Arkansas enacted the “Save Adolescents from Experimentation (SAFE) Act” in April to prohibit gender transition procedures for minors. Such procedures include the use of puberty-blockers, cross-sex hormones, and surgery. The law is being challenged in the case Brandt v. Rutledge.

“We are filing this brief because, like Arkansas, we are concerned about the surge in recent years of children suffering from gender dysphoria and other forms of gender-related psychological distress,” said Attorney General Marshall. “Like Arkansas–and like those challenging the SAFE Act – we are concerned because these vulnerable children are suffering greatly and need help. The vital questions are, how do we help them, and how do we avoid serious irreversible damage.”

The current trend in the United States toward gender-reassignment treatments for children is unsupported by reliable scientific evidence, the brief contends, noting that other countries such as Finland, Sweden and the United Kingdom consider such procedures to be experimental.

“One of the few things we know in this area is that most cases of gender dysphoria in children resolve naturally with time, and it’s impossible to know ahead of time whose dysphoria will persist into adulthood and whose won’t. Yet the evidence also shows that nearly all children whose gender dysphoria is treated with puberty blockers to ‘buy time’ will proceed to take cross-sex hormones and seek other medical interventions with irreversible, lifelong
consequences – complications such as infertility, loss of sexual function, increased risk of heart attacks and strokes, bone density problems, risk of altered brain development, social risks from delayed puberty, and mental health concerns,” said Attorney General Marshall.

“Add to this the fact that children cannot weigh long-term risks as adults do because their brains are still developing and they lack life experience. Arkansas recognized how unfair it is to ask children to make a decision with life-long consequences and very little evidence to support the intervention.”
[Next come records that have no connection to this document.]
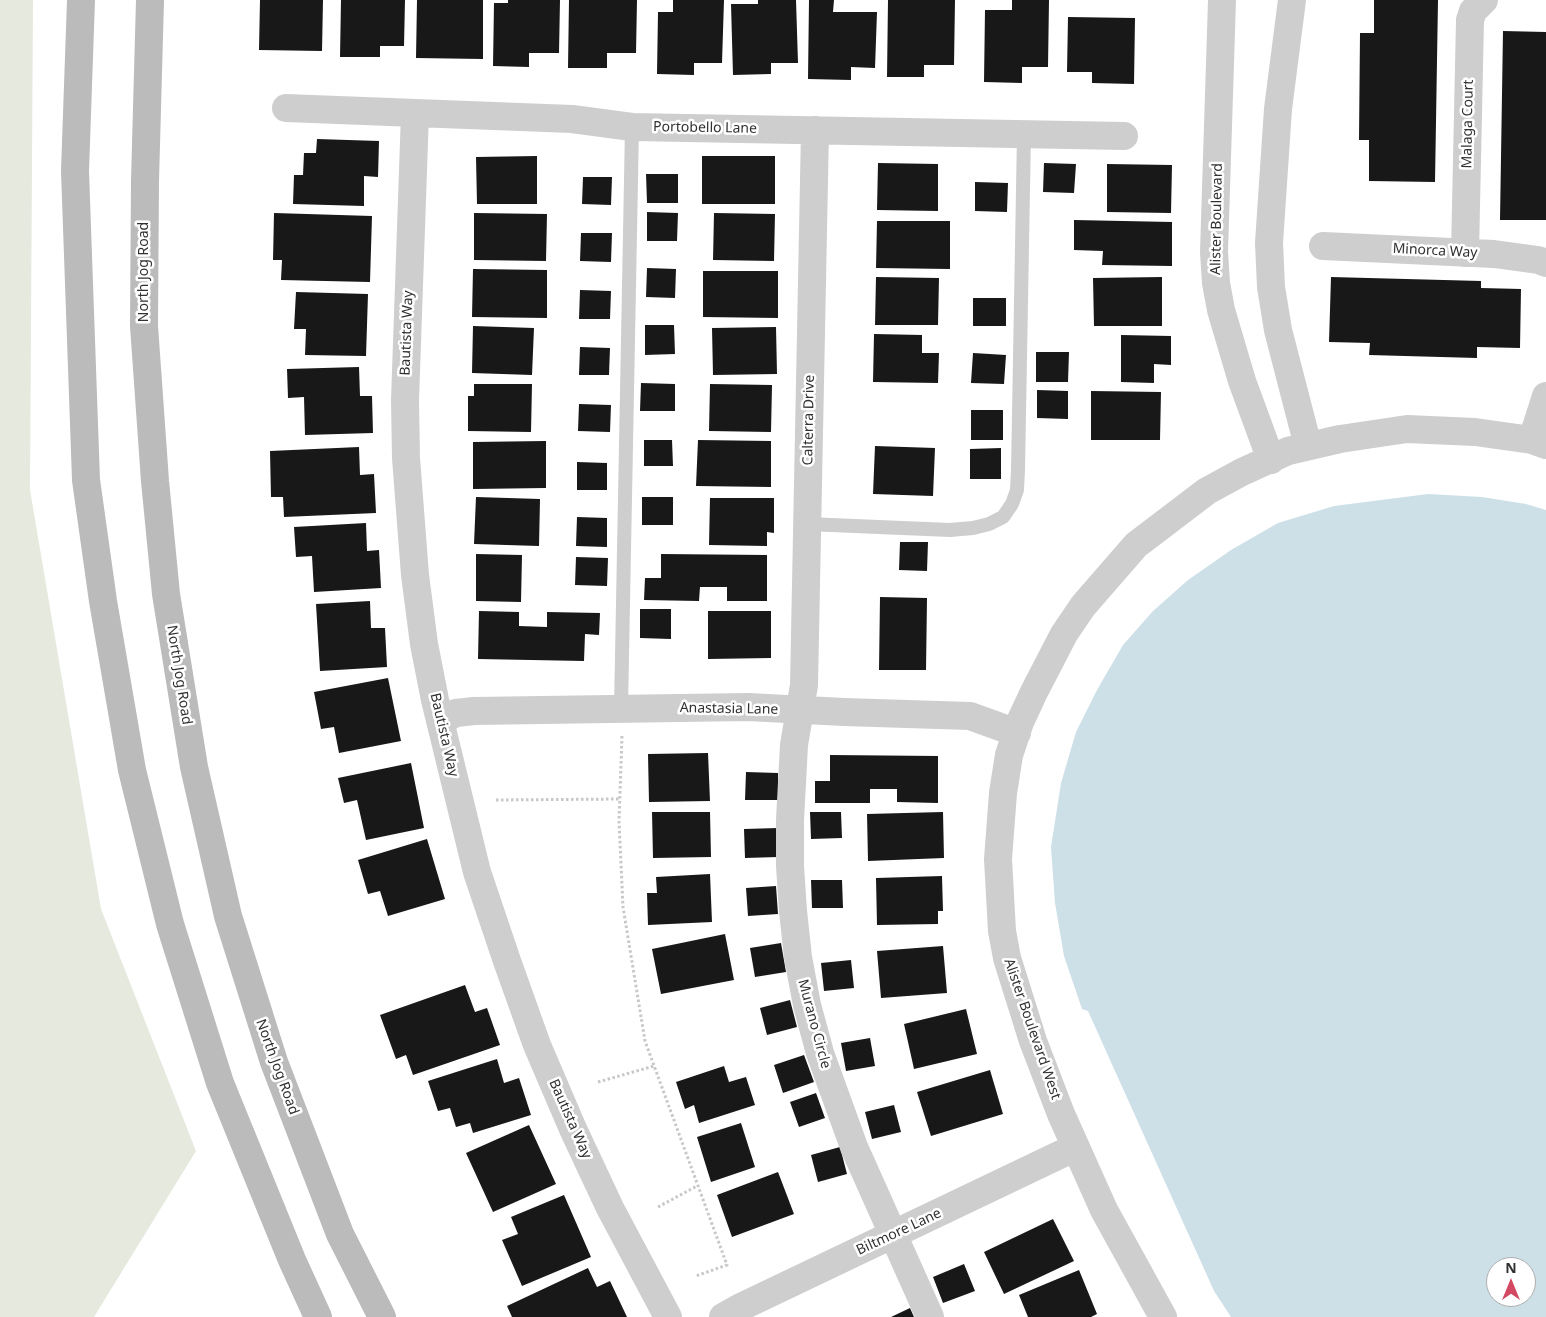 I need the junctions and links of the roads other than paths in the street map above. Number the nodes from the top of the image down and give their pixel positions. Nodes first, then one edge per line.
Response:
1 (81, 0) edge
2 (150, 0) edge
3 (1222, 0) edge
4 (1292, 0) edge
5 (1484, 0) edge
6 (286, 108) dead end
7 (416, 113) junction
8 (632, 127) junction
9 (815, 130) junction
10 (1024, 134) junction
11 (1124, 136) dead end
12 (1323, 246) dead end
13 (1465, 253) junction
14 (1546, 263) edge
15 (1546, 396) edge
16 (1539, 442) edge
17 (1289, 453) junction
18 (807, 524) junction
19 (800, 710) junction
20 (622, 720) junction
21 (440, 721) junction
22 (1017, 732) junction
23 (1076, 1147) junction
24 (893, 1234) junction
25 (318, 1317) edge
26 (382, 1317) edge
27 (668, 1317) edge
28 (723, 1317) edge
29 (930, 1317) edge
30 (1163, 1317) edge

1 - 25 main road
2 - 26 main road, North Jog Road
3 - 17 street, Alister Boulevard
4 - 17 street
5 - 13 street, Malaga Court
6 - 7 street, Portobello Lane
7 - 8 street, Portobello Lane
7 - 21 street, Bautista Way
8 - 9 street, Portobello Lane
8 - 20 lane
9 - 10 street, Portobello Lane
9 - 18 street, Calterra Drive
10 - 11 street, Portobello Lane
10 - 18 lane
12 - 13 street, Minorca Way
13 - 14 street, Minorca Way
15 - 16 street
16 - 17 street, Alister Boulevard West
17 - 22 street, Alister Boulevard West
18 - 19 street, Calterra Drive
19 - 20 street, Anastasia Lane
19 - 22 street, Anastasia Lane
19 - 24 street, Murano Circle
20 - 21 street, Anastasia Lane
21 - 27 street, Bautista Way
22 - 23 street, Alister Boulevard West
23 - 24 street, Biltmore Lane
23 - 30 street, Alister Boulevard West
24 - 28 street, Biltmore Lane
24 - 29 street, Murano Circle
“With the stakes so high, the harms so great, and the known benefits so paltry, the Arkansas legislature did not have to embrace an experimental path in lieu of the one that has served the medical profession so well for so long: First, do no harm.”

Attorney General Marshall was joined in the brief by the attorneys general of Alaska, Arizona, Georgia, Idaho, Indiana, Kansas, Kentucky, Louisiana, Mississippi, Missouri, Montana, Nebraska, South Carolina, South Dakota, Tennessee and Texas.

The brief may be read here.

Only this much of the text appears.